Collected data entries:
- Opening Delimiter -
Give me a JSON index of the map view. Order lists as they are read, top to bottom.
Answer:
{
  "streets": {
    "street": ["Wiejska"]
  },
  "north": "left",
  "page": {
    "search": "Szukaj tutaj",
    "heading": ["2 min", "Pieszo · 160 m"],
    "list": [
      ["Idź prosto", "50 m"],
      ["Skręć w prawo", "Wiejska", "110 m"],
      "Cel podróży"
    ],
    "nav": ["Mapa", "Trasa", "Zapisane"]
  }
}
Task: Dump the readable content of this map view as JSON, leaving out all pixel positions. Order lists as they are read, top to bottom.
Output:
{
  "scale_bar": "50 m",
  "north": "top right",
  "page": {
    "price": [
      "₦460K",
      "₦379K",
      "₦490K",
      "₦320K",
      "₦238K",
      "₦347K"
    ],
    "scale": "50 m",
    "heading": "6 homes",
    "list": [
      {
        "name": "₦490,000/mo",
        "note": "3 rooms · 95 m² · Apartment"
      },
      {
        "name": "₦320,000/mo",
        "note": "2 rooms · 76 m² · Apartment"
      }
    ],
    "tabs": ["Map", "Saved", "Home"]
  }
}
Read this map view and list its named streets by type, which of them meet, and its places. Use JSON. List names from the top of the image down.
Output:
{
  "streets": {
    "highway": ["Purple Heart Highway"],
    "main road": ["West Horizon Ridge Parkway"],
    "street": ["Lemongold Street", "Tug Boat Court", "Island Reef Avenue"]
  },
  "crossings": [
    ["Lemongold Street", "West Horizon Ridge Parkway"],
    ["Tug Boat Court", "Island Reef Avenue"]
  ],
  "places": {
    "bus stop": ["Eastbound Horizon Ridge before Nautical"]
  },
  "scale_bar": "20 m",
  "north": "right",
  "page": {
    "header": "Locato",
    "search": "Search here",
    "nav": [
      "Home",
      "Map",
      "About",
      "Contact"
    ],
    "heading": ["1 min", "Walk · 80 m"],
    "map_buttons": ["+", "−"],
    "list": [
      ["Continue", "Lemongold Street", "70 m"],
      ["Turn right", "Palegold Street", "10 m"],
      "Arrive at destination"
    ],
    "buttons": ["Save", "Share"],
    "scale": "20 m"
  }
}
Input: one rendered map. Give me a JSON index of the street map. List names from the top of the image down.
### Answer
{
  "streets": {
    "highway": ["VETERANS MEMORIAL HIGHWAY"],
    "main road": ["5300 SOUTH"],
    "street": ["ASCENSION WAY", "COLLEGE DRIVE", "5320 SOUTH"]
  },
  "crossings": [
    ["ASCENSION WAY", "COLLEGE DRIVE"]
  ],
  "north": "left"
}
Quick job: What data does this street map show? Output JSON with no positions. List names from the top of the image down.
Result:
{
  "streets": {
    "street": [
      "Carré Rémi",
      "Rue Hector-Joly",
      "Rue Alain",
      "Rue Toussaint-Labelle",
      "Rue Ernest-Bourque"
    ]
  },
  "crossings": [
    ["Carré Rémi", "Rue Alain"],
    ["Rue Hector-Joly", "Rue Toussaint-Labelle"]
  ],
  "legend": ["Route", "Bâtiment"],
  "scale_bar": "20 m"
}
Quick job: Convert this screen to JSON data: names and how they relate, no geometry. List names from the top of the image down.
- Closing Delimiter -
EXERCISE PROMPT:
Find the number of lines in the data above that contain "lists". Please give that number alone.

EXPECTED OUTPUT:
2